An
old friend – who asks good questions – recently asked me how I make sense of
transcendence from a scientific standpoint. I was stirred up in the attempt
to cull an answer from the sediments of settled thought and the – I assumed –
already reasoned-out consequences of my own journey. I was surprised at
what I ended up writing, and my thinking about this has continued for a few
days. If I continue the dialogue here, will I possibly reach new tethers
of understanding?
Transcendence
is that quality of experience in which we 'feel' ourselves to be 'out of
ourselves;' and perhaps 'in touch' with something greater than ourselves.

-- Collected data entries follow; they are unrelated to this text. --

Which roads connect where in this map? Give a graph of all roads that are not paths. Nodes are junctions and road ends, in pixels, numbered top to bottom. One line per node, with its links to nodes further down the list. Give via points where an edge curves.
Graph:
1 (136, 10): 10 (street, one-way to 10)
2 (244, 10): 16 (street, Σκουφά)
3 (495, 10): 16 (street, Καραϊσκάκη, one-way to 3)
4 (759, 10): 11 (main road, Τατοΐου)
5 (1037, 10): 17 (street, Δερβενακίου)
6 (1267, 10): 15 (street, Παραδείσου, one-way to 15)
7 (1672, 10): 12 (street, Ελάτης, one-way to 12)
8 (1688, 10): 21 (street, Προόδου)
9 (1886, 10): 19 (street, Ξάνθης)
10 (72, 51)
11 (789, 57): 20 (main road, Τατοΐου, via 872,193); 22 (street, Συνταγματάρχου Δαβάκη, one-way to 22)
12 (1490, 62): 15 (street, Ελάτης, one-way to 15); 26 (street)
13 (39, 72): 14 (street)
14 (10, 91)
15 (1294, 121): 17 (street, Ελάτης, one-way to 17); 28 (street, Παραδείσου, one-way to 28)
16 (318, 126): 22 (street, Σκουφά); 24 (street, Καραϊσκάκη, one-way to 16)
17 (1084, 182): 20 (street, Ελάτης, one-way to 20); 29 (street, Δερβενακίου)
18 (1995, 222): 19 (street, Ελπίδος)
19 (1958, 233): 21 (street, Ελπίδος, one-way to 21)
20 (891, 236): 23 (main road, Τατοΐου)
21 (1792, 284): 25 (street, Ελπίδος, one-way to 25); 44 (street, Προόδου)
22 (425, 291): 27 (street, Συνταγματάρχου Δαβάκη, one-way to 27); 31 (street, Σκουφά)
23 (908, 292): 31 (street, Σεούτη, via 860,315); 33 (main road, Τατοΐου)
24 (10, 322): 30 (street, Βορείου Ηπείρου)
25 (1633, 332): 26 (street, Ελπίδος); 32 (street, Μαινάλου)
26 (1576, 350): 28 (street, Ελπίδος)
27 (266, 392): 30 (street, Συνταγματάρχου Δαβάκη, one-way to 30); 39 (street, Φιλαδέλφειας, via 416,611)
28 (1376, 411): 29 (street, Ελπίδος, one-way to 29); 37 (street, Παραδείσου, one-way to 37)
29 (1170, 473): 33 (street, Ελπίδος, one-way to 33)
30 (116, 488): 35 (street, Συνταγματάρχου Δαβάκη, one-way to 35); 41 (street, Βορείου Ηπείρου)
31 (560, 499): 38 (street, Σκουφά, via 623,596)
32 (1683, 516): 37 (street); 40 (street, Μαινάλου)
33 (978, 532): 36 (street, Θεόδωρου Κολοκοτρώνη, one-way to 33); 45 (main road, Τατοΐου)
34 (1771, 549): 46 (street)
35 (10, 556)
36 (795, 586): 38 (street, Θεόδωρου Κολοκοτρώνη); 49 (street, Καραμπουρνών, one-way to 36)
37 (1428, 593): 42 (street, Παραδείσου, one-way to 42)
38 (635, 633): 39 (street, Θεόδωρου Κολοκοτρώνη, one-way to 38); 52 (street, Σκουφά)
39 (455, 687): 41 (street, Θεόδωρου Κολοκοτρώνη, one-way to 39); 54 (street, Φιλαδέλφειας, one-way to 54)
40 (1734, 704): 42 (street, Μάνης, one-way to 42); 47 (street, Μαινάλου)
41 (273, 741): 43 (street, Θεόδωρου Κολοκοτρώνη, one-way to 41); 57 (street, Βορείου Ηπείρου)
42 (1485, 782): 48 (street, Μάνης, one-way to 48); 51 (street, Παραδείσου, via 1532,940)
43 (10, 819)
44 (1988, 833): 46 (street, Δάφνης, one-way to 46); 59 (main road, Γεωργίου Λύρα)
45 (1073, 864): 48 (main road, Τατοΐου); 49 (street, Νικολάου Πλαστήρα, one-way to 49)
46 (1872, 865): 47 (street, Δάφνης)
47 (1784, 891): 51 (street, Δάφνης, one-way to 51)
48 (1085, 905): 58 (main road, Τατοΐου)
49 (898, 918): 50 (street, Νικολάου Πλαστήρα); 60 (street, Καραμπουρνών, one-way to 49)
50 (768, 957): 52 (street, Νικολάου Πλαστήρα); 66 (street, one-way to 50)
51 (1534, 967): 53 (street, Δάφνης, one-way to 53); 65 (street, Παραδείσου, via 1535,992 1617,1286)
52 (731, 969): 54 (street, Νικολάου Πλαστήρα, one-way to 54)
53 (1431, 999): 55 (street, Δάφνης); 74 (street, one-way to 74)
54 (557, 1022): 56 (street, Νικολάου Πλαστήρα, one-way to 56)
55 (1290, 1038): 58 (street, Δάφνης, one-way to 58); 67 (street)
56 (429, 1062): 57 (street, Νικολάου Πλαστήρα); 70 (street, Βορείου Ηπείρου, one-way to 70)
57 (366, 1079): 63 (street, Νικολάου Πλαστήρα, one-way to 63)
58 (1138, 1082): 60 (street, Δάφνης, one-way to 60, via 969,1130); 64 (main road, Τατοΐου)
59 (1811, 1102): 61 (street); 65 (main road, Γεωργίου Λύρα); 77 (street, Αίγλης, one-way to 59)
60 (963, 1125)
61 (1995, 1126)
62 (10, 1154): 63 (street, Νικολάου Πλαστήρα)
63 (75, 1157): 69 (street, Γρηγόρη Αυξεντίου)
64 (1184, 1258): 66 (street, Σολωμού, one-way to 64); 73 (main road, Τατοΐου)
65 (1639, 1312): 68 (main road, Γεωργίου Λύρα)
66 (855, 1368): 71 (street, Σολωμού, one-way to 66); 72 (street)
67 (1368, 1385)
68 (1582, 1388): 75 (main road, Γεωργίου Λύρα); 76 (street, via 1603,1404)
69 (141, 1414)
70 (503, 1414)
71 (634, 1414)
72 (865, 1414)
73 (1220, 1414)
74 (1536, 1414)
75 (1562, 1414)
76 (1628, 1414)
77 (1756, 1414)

The Transcendent is a state of consciousness; and as such has long been an
object of the spiritual quest and the subject of mystical experience. At
root, ‘transcendence’ names the experience of 'going beyond' ourselves;
'jumping out' of ordinary waking consciousness into a 'something more,' however
briefly.
One
does not have to believe in a deity to experience transcendence. It is
not so much about a 'something out there' as it is a 'something more' that we
are capable of experiencing; because of the way we are ‘wired’ as human animals.
To experience transcendence is to have a moment of transforming union with the
'what is.'
As
I've often said before in these pages, science is a method that opens us to the
"what is" by revealing the nature of Nature to us. Science has
the power to take us beyond our personal and cultural biases. It shakes the
cardboard hut of self-assured belief in which we too easily cocoon
ourselves, and awakens us to the objective reality of the world
around us.
Many
people are threatened by the revelations of science, but fear does not make them
any the less revelatory. If we are to have genuine self-knowledge; if we
are really to "know ourselves" [a prerequisite for wisdom] we must
embrace and accept what science has shown us to be true. While scientists
are always out on the frontiers of knowledge, either discovering new things
about the universe (such as dark matter and dark energy; whether or not these
turn out to be 'real,’ the experimental and observational evidence points to
‘something’) or else filling in the blanks in our understanding of something
already known [e.g., the history of life via evolution], there is a body of
knowledge that science has shown to be true that is not likely to change.
It is in this that we must be immersed if we are to come to a true knowledge of
ourselves and each other.
Two
questions are helping me explore the issue of transcendence from a naturalistic
and spiritual point of view:
Does science foster transcendent
experiences?
Does it enhance our experience of transcendence?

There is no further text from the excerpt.